人狼坊ちゃんの世話係

可愛がられるのも世話焼きのうち?(1)

 朝日が昇る頃。

「さて、と。今日からも、しっかり働きますか」

 メイドが届けてくれた服に腕を通し、オレは髪をなでつけた。
 どう頑張って働いても給料分には届かなそうだが、だからといって楽をしようとは思わない。
 この頑張りが、家族のためになるなら尚更だ。

「ひとまず、ユリアのところにいくか」

 身分の高い人間は自分で身支度をしないと聞いたことがある。
 その時は、そんな馬鹿げた話があるかよと鼻で笑ったが、世話係なる仕事がある以上、嘘じゃなかったのだろう。
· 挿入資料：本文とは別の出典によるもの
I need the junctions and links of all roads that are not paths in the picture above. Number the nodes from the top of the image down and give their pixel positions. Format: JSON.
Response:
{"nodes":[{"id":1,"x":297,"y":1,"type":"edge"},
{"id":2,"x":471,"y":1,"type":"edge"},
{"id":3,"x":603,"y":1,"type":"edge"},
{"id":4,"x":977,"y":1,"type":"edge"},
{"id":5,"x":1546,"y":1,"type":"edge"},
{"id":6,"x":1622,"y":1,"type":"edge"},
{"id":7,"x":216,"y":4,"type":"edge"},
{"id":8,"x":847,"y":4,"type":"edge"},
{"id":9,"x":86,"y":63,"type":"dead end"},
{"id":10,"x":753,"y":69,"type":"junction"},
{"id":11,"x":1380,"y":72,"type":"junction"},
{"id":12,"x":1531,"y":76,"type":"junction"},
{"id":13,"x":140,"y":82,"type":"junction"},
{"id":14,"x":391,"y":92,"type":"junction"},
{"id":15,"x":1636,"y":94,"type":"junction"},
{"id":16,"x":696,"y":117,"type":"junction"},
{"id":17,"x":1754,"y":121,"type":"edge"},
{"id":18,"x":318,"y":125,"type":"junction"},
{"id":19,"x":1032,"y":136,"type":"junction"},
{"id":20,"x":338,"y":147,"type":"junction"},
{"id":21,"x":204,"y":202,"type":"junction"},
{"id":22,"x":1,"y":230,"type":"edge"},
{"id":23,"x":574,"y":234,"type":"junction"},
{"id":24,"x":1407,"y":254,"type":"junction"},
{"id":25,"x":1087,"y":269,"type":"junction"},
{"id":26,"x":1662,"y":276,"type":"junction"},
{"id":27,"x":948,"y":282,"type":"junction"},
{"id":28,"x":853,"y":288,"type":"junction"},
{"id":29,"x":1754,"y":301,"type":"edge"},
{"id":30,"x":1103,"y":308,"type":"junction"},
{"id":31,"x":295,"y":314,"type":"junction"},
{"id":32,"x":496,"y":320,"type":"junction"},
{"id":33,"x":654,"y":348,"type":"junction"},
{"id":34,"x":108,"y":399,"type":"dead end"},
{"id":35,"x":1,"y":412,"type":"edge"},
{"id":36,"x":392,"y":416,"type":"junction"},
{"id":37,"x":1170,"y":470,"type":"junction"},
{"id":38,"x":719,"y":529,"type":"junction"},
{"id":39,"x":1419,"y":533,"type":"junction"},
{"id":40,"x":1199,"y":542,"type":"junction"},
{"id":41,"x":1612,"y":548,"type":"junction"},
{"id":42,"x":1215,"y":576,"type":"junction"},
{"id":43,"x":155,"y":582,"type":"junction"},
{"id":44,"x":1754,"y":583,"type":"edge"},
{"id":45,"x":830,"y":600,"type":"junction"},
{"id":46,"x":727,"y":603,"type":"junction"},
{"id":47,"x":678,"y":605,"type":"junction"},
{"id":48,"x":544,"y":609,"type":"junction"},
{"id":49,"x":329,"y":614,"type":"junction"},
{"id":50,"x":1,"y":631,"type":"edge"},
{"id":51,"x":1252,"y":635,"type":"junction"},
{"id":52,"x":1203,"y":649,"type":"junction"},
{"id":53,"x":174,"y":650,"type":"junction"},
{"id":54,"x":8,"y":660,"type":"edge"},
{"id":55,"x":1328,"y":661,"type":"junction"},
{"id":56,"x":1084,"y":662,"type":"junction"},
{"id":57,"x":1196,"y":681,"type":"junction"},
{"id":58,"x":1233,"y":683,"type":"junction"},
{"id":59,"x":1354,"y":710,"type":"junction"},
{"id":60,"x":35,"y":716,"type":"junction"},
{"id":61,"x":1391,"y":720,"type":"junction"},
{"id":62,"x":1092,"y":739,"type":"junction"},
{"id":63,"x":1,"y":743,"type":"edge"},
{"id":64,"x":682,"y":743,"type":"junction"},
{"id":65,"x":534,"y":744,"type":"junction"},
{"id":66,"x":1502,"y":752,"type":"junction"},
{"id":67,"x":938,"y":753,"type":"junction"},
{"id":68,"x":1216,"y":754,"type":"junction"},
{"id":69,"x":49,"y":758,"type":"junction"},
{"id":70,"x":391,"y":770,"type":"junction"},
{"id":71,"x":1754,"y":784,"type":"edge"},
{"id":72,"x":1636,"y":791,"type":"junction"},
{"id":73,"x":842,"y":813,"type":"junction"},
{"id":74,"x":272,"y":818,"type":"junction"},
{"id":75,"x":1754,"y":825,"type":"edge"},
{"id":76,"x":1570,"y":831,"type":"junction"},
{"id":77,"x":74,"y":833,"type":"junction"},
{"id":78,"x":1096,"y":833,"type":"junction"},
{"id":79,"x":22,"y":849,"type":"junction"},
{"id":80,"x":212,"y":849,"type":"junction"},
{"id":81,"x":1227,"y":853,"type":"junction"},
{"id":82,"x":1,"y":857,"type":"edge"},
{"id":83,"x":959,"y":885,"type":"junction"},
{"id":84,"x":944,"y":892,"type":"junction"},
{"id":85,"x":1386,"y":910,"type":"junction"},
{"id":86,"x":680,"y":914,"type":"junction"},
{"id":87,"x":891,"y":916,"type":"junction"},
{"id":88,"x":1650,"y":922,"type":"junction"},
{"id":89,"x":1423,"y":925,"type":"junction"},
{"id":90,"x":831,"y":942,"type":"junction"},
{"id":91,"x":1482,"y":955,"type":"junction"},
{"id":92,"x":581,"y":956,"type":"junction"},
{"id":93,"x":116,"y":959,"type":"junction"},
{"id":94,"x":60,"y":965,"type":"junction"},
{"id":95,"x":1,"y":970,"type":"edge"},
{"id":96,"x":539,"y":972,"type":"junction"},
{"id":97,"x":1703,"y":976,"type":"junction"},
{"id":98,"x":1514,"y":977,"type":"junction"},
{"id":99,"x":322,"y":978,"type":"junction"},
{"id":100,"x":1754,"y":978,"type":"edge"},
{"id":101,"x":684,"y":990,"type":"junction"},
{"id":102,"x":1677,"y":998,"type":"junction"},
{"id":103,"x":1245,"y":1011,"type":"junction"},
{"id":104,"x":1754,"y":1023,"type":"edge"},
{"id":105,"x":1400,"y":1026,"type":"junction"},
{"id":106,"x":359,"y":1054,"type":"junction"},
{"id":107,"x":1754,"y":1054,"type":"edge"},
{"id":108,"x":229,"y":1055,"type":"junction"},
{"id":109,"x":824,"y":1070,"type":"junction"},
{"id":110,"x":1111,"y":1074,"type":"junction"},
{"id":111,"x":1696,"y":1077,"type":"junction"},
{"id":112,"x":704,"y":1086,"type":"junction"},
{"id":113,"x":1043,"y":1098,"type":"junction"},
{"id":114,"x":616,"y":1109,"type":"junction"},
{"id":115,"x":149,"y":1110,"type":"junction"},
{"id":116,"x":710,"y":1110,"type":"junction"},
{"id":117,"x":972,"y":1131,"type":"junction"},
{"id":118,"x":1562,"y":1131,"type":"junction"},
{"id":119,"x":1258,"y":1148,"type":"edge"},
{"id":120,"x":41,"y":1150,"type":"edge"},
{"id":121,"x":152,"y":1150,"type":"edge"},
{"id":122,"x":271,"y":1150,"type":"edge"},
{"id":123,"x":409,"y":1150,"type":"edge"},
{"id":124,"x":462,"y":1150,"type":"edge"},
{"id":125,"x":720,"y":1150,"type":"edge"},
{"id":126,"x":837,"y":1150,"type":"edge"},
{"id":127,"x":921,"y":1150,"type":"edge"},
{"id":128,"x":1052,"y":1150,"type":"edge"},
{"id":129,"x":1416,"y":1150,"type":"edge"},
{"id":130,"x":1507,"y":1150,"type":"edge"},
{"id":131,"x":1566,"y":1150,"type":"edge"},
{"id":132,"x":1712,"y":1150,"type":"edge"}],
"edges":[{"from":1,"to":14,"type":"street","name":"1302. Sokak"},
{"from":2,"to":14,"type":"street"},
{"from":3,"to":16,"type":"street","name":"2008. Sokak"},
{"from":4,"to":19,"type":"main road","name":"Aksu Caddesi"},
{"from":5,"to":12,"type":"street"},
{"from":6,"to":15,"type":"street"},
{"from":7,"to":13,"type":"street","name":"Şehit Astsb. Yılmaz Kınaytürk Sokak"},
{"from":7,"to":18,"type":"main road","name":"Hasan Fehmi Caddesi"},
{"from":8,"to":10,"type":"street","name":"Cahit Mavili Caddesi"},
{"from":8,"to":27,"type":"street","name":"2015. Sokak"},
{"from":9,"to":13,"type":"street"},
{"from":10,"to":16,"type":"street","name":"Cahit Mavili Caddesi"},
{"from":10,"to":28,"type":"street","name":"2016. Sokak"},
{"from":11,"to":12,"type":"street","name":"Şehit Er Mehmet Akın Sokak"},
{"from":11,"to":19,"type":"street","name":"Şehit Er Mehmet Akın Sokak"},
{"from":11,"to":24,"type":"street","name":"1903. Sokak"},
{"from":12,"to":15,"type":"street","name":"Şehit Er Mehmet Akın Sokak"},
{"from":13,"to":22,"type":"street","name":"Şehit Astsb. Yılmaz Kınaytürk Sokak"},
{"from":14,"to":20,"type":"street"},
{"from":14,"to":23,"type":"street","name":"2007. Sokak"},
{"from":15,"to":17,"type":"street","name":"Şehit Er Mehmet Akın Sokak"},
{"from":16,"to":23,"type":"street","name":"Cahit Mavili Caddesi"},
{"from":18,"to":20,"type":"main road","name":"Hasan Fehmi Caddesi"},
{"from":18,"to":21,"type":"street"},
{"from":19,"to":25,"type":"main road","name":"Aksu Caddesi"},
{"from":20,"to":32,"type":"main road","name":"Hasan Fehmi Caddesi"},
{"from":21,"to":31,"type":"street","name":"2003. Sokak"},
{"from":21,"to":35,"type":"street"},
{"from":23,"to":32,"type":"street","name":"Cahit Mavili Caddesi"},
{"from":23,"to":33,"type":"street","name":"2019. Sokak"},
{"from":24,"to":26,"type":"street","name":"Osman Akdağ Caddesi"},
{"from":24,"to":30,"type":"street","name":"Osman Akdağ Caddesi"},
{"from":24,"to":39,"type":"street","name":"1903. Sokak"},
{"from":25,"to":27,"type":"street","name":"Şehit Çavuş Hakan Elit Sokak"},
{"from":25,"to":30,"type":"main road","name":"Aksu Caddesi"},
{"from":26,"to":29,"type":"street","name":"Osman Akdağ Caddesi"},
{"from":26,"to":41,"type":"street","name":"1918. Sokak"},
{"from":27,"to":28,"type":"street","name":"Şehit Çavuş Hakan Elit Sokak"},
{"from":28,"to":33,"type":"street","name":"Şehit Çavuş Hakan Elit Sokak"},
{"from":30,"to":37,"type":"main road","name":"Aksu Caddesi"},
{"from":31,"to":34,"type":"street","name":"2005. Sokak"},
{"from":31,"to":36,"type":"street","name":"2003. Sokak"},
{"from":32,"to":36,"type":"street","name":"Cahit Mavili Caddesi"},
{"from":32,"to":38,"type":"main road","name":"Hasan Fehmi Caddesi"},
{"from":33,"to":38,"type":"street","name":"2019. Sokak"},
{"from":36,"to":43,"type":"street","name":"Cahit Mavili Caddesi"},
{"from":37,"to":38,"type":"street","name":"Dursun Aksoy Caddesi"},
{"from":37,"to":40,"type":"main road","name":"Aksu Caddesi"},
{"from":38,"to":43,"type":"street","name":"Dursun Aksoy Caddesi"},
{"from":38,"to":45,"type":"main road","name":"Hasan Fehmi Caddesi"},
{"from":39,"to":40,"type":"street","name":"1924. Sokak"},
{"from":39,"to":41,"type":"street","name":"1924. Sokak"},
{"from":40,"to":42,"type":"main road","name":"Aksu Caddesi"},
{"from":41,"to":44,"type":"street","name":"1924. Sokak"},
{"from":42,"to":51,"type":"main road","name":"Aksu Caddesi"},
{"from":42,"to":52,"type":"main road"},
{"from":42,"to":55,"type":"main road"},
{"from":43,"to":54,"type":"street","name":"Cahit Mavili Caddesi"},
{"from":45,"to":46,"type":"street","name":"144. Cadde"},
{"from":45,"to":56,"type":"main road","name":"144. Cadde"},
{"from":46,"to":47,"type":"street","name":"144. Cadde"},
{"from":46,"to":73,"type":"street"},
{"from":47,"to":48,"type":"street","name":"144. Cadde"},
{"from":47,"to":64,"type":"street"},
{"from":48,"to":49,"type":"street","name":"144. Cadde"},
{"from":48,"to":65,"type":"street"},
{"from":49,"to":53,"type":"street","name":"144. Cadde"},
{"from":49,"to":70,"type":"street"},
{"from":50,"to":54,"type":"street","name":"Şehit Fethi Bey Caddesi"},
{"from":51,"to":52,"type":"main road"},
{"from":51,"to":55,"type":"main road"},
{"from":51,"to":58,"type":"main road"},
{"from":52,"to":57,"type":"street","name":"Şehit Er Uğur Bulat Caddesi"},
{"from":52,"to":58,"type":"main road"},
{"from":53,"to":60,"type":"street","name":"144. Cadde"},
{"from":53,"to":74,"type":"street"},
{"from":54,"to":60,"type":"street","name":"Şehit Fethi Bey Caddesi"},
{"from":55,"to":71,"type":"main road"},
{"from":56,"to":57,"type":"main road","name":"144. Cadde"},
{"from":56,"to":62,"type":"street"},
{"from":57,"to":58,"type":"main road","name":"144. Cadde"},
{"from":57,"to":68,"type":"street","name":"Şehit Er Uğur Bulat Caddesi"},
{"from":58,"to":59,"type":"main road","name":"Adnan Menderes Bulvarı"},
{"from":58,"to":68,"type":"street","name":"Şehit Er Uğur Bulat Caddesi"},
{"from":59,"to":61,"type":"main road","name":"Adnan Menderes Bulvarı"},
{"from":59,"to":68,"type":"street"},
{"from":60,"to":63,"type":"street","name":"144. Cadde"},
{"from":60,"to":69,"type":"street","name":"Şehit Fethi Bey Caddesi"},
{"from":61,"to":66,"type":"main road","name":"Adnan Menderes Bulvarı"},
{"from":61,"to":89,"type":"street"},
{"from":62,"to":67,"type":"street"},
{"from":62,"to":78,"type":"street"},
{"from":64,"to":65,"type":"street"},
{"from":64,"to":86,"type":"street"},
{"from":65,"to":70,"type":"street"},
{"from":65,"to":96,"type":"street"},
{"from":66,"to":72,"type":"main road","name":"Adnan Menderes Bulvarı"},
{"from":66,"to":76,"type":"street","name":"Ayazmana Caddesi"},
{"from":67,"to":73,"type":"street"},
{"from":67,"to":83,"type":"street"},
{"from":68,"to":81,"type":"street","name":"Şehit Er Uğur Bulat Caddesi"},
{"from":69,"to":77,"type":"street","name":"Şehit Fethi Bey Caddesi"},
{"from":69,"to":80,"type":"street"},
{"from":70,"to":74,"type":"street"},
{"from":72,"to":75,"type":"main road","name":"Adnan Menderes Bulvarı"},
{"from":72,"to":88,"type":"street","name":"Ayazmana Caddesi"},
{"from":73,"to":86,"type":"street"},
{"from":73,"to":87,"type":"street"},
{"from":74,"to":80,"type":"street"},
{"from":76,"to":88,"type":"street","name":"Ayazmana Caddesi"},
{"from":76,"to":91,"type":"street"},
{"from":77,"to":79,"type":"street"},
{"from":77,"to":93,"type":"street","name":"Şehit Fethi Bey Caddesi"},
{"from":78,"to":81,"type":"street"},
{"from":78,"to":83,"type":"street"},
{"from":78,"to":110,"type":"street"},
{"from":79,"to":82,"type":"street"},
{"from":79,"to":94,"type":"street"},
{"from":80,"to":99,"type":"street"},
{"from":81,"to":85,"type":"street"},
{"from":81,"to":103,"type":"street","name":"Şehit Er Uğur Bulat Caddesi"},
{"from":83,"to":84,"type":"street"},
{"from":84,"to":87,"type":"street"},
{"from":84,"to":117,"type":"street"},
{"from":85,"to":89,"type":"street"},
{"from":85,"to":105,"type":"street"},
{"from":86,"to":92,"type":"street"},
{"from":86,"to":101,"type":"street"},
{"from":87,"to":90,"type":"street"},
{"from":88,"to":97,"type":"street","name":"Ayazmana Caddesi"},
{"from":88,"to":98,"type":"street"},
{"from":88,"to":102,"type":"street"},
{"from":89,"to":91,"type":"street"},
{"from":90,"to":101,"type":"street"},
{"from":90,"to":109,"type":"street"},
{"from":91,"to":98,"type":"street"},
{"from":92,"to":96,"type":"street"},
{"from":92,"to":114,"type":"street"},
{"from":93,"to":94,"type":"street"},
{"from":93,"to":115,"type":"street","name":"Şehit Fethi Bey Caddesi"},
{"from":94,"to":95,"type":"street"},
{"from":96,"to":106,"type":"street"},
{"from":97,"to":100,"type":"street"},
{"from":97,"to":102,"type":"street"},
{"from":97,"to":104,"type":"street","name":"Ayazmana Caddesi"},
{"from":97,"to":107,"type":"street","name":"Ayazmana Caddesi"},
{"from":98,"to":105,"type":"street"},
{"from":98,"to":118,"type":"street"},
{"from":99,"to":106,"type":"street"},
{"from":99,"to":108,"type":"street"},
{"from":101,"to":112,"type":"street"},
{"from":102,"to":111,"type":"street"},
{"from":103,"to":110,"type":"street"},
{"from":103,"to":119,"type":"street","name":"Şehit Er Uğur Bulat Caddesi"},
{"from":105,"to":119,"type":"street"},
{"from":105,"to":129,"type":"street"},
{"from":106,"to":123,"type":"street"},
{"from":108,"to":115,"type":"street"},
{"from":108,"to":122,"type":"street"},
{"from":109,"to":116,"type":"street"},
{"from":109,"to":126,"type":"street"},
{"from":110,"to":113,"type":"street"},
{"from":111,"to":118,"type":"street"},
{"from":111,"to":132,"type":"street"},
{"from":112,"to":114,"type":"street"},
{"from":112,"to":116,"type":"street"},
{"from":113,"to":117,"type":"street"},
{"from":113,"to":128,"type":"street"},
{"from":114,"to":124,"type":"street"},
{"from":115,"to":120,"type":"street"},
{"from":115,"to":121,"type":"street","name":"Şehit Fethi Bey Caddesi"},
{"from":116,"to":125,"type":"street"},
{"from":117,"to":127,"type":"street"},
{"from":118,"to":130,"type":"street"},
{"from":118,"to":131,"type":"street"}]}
「着替えやらなんやらの手伝いをして、それから……どわっ!」

 一日の動きの予測を立てつつ部屋を出たオレは、
 扉の前で立っていた人物にぶつかった。――ユリアだ。

「おはようございます、バンさん」

「おはよう……って、おま、なんで……着替えてんの? 自分で着替えたのか?」

 鼻を抑えながら見上げた主人は、少し髪に寝癖がついていたが、しっかりと身支度を調えていた。

「? はい。ええと、僕、そんなに何も出来ないように見えます?」

「いや、偉い人って自分でやらねぇって聞いてたから……」

「僕は自分でやりますよ。人にやって貰う方が面倒ですし。
 ドレスを着るとかならともかく」

「そりゃそーだ。
 それで? ユリアはどうしてここに?」

「朝ご飯までもう少し時間があるので、少しお散歩でもしようかと思いまして。
 窓からバラ園が見えるでしょう? 花びらが朝露に濡れて綺麗なんですよ」

 オレはユリアと連れ立って階下の庭園に向かう。
 散歩を終えると、一緒に朝食を取った。

 飯は絶対に食べきれない量のパンとフルーツとスープとサラミと生ハムと……
 とにかく、物凄い量が出た。
 もちろん食べきれなかった。でも、どれもこれも美味しかった。
 夢にまで見そうなほど、まじで美味しかった。

 それから、屋敷の案内をしてもらい、
 おやつ時には、さっき散歩したバラ園でティーパーティーが開かれて――

「オレ、全然、世話焼けてねぇんだが!?」

 シルクのような口触りの紅茶を一口すすってから、
 オレは耐えきれずに、席を立った。